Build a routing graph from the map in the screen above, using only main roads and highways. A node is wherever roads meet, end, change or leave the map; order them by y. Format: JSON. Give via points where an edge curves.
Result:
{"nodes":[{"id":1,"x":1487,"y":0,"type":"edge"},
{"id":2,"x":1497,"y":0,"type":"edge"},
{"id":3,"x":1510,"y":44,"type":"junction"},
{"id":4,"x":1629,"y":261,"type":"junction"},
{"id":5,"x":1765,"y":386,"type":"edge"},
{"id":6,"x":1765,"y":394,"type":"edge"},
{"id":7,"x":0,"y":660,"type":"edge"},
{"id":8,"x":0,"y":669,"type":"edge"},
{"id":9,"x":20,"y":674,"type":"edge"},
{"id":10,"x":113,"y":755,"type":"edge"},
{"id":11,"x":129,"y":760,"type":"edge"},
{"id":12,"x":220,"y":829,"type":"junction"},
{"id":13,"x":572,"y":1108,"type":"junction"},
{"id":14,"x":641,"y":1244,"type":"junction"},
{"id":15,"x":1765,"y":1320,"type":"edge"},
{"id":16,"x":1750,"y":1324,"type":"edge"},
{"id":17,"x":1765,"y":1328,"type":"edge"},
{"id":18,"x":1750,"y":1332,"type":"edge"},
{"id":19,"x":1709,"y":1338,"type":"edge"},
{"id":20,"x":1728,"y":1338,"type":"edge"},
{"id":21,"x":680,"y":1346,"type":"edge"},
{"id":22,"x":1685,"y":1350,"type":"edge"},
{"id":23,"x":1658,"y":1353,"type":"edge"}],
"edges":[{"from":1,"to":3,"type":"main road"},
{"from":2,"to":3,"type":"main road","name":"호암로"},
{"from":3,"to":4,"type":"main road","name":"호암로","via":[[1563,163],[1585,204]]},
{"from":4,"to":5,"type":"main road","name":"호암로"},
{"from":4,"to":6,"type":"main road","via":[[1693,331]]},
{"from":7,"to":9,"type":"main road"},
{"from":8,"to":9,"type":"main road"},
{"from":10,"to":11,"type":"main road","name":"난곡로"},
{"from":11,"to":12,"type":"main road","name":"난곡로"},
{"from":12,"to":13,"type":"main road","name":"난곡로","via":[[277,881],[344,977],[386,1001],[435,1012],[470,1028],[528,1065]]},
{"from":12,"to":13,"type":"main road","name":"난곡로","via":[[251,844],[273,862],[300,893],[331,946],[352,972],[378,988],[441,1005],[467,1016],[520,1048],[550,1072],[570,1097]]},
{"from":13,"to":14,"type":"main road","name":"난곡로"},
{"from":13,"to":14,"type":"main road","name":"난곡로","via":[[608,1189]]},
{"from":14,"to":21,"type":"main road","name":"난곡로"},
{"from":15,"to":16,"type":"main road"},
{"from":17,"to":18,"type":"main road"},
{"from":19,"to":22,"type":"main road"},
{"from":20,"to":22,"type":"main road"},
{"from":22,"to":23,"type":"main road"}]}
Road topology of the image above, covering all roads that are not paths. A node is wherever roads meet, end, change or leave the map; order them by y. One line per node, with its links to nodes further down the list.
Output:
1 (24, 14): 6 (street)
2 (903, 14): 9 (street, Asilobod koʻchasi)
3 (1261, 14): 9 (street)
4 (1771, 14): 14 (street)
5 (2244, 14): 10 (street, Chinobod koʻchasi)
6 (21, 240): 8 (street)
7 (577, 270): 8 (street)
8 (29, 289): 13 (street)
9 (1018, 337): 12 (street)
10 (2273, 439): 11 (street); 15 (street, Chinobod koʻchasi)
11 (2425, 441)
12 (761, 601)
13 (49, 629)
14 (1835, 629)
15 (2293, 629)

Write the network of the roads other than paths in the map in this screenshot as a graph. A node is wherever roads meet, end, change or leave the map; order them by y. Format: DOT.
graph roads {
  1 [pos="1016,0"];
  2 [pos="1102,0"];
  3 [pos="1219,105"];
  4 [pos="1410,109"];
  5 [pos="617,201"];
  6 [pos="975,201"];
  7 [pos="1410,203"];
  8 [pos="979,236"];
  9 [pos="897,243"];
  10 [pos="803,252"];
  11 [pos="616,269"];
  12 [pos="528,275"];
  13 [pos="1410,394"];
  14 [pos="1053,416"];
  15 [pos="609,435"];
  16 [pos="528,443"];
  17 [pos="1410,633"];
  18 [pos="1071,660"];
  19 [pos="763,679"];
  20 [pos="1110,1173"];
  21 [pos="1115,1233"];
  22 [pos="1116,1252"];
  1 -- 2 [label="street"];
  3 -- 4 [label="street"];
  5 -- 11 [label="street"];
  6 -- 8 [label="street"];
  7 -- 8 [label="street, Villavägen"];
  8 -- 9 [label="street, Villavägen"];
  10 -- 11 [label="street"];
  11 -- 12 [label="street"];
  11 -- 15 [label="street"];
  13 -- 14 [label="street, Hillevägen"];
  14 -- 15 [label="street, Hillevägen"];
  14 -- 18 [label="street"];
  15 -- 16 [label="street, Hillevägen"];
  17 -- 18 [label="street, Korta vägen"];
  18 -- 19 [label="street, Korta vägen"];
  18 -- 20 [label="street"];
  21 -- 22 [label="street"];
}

◆ ◆ ◆

:: ABOUT THIS TASK ::
Your answer is a single number: the count of lines in the records holding the string "Korta".

:: RESULT ::
2